橋本多佳子句集「海燕」 昭和十年 春日若宮御祭 二句
昭和十年
春日若宮御祭
枯芝に萬歳樂は尾をひけり
陵王に四方の庭燎のもえさかる
[やぶちゃん注:「春日若宮御祭」は奈良市春日野町春日大社で年間に亙って行われる水神を祀る行事。以下、参照した春日大社公式サイトによれば、現在は「おん祭」と表記する。この二句はその「おん祭」の中のクライマックスである十二月十七日に行われる「お渡り式」の嘱目吟である。お渡りとは神霊が多くの供奉を従えて御旅所の行宮へ遷する行事であるが、「おん祭」の場合は神霊の行列ではなく、既に行宮へ遷られた若宮神の元へ芸能集団や祭礼に加わる人々が社参する行列のことを言う。
一句目の「萬歳樂」はその日の午後二時半頃に始まる「お旅所祭」の奉幣・祝詞奏上・拝礼の後、午後三時半頃から神楽が舞われ、その後に田楽・細男・猿楽(能楽)・舞楽などが午後十一時近くまで奉納されるが、その後半の舞楽の中の左舞で舞われる萬歳楽(まんざいらく)を指す。この左舞は中国・印度支那方面から伝えられたもので赤色系統の装束を着用する(対する右舞は朝鮮・渤海国等から伝えられたもので緑色を基調とした装束で舞われる。左舞は唐楽、右舞は高麗楽とも呼ばれて演奏は通常は左舞・右舞を一対(番舞と呼ぶ)とし、その何組かが舞われるが、「おん祭」では五番十曲が舞われるとある)。公式サイトの「舞楽その1」によれば、万歳楽は『隋の煬帝が楽正自明達に作らせたもので、鳳凰が萬歳と唱えるのを舞に表したものといわれている。慶賀の際には必ず舞われる荘重閑雅、気品の高い曲である。舞人は四人、赤の常装束に鳥甲を冠っている』とある(別の日の春日大社での萬歳楽の動画映像)。
二句目の「陵王」は雅楽の曲目の一つ「蘭陵王」。

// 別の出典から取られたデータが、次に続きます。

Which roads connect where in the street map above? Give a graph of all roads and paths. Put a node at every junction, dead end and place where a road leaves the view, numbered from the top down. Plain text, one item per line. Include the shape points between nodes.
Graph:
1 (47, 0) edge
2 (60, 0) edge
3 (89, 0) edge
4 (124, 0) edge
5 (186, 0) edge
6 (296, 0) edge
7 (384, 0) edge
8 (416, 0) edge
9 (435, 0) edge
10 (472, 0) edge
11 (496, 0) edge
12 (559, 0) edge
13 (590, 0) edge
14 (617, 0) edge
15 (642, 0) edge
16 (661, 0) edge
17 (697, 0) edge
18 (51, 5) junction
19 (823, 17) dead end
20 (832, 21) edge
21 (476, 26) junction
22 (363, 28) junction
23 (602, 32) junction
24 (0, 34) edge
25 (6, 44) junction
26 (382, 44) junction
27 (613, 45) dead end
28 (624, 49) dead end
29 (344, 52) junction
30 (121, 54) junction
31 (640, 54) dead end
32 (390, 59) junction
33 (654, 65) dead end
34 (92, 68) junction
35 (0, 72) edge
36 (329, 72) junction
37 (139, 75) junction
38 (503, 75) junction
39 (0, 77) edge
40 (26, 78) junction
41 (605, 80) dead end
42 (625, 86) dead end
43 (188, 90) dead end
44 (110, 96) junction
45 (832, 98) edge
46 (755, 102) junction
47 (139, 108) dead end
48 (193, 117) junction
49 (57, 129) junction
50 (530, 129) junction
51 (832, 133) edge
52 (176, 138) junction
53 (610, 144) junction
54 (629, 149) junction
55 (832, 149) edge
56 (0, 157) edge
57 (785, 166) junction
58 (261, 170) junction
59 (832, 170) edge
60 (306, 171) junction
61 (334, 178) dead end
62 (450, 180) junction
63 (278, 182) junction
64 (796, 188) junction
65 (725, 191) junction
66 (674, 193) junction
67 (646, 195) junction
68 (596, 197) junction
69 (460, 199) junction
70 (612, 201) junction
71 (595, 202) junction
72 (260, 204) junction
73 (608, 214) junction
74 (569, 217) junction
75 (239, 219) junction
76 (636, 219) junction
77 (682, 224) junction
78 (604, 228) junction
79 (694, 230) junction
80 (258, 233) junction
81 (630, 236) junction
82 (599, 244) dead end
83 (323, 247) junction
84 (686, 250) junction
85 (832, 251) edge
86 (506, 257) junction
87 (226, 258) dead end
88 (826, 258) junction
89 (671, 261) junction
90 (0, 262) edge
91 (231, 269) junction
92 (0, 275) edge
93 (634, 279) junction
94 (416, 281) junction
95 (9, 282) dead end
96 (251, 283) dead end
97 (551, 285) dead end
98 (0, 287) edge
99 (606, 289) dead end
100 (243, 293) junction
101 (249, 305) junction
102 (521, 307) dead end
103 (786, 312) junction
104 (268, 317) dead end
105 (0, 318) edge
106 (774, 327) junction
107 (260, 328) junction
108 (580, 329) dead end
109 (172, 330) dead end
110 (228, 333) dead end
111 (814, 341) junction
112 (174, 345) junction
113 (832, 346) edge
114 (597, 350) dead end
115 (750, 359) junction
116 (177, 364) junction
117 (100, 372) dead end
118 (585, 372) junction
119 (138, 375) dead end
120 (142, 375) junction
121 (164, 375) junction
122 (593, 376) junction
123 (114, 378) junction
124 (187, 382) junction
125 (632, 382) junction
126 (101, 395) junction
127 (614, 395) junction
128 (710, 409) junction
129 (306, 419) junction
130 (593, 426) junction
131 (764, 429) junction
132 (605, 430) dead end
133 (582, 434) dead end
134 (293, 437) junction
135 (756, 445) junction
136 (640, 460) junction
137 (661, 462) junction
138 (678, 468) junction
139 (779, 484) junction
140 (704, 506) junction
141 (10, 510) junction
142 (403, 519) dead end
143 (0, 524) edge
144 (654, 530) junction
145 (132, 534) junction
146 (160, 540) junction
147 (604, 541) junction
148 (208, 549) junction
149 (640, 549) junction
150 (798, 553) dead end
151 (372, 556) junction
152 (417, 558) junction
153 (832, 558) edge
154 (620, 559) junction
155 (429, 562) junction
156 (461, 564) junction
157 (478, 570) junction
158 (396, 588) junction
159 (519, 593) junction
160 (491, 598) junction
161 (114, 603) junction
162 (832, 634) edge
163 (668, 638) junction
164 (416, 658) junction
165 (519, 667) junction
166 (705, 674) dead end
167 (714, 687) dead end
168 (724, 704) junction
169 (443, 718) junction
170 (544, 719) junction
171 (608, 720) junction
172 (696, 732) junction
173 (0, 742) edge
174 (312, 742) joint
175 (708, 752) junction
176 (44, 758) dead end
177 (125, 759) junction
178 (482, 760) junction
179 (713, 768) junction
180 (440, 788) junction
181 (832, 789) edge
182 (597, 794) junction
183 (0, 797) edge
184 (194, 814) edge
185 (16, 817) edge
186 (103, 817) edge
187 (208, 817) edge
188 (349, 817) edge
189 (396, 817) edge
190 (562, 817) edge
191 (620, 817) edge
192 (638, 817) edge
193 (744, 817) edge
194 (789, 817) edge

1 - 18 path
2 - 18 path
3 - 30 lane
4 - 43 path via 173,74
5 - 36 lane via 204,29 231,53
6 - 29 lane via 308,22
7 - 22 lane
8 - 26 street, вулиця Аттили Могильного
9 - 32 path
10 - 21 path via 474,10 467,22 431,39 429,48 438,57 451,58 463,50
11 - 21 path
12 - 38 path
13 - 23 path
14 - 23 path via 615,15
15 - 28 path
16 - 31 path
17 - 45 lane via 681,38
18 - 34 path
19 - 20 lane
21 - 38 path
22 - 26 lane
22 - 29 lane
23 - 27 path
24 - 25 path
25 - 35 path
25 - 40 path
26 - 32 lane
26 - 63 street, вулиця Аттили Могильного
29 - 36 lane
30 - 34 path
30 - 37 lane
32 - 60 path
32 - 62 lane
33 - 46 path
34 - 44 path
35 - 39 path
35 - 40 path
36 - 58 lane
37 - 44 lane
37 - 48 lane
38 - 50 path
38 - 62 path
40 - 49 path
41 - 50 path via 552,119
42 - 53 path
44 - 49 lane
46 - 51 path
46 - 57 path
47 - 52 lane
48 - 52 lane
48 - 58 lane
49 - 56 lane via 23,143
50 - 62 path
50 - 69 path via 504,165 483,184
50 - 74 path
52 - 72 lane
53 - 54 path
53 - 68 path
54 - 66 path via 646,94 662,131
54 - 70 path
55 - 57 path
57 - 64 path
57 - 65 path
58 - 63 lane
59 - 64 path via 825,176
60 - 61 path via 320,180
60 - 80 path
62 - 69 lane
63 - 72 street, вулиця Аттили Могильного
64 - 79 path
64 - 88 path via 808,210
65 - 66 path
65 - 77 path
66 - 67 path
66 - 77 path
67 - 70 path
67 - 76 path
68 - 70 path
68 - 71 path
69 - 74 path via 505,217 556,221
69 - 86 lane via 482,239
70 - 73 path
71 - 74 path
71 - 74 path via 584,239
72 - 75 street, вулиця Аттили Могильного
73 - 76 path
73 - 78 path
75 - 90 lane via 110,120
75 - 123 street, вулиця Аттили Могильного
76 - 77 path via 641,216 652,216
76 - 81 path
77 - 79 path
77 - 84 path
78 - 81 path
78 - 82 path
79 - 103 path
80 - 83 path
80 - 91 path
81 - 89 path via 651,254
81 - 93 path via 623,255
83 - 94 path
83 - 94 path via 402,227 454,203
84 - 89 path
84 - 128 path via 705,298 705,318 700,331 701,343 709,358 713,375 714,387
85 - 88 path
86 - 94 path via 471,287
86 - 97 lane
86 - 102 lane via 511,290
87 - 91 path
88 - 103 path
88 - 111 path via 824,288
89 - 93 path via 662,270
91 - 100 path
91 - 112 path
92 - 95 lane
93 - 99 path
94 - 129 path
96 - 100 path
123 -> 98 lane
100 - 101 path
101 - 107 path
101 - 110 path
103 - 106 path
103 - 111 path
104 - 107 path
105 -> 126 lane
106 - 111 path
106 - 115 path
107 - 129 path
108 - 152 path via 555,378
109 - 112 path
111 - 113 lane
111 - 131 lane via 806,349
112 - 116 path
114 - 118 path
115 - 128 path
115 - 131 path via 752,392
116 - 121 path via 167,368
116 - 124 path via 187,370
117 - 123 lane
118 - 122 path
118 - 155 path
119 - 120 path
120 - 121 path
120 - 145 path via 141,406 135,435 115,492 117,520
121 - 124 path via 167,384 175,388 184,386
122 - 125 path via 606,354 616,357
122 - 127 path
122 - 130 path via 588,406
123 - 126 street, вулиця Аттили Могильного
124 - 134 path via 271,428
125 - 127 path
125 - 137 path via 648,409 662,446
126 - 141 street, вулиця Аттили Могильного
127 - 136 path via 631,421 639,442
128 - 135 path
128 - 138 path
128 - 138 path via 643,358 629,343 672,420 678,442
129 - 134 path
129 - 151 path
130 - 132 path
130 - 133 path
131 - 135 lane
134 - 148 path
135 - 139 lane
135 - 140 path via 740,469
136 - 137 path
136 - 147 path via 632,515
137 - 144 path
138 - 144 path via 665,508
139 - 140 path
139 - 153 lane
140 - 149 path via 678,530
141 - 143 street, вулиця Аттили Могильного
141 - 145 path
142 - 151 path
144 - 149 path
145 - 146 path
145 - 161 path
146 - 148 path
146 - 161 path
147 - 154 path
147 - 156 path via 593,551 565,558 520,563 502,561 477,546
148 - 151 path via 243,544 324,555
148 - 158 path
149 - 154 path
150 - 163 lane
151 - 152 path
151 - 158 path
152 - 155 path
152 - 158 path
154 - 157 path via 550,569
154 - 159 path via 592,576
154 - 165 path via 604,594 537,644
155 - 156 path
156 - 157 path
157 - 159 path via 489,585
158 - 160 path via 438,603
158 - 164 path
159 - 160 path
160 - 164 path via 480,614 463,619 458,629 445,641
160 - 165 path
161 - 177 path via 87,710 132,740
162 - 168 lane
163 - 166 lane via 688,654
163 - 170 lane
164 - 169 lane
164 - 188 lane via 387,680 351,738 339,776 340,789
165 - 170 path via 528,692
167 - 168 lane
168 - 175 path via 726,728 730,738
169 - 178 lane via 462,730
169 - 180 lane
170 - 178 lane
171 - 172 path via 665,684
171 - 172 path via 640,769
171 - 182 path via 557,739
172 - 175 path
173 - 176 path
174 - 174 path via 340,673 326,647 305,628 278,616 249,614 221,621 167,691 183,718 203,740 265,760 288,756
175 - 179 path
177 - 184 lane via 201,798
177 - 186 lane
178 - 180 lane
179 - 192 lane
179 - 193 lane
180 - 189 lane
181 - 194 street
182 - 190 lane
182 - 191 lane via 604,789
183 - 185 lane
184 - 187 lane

左舞(唐楽)に属する一人舞で、華麗に装飾された仮面を被る勇壮な走り舞。番舞の右舞は納曽利(なそり)。林邑(現在のベトナムにあったチャンパ王国)の僧仏哲が本邦に齎したとされ、中国風の感じが残ると言われる美しい曲である。北斉の蘭陵武王高長恭の逸話に因んだもので眉目秀麗な名将蘭陵王が優しげな美貌を獰猛な仮面に隠して戦に挑み、美事大勝、兵らが喜んでその勇士を歌に歌ったのが由来とされる。武人の舞らしい勇壮さの中に、絶世の美貌で知られた蘭陵王を偲ばせる優雅さを併せ持つ(ここまではウィキの「蘭陵王(雅楽)」に拠る)。公式サイトの「舞楽その2」によれば、『舞人は竜頭を頭上にし、あごをひもで吊り下げ金色の面をつけ、緋房のついた金色の桴をもち、朱の袍に雲竜を表した裲襠装束をつけて勇壮に舞う』とある。こちらの
todorokinooka
氏の撮影になる同祭(平成二〇(二〇〇八)年)の陵王の舞は、全体が暗いものの、本句の多佳子の感じた雰囲気をよく伝えるもののように感じられる。なお「庭燎」は「にはび(にわび)」と読み、庭火で庭で焚く火、特にこのような神事の庭や宮中の御神楽(みかぐら)で焚く篝火を指し、柴灯(さいとう)とも言う。冬の季語でもある。]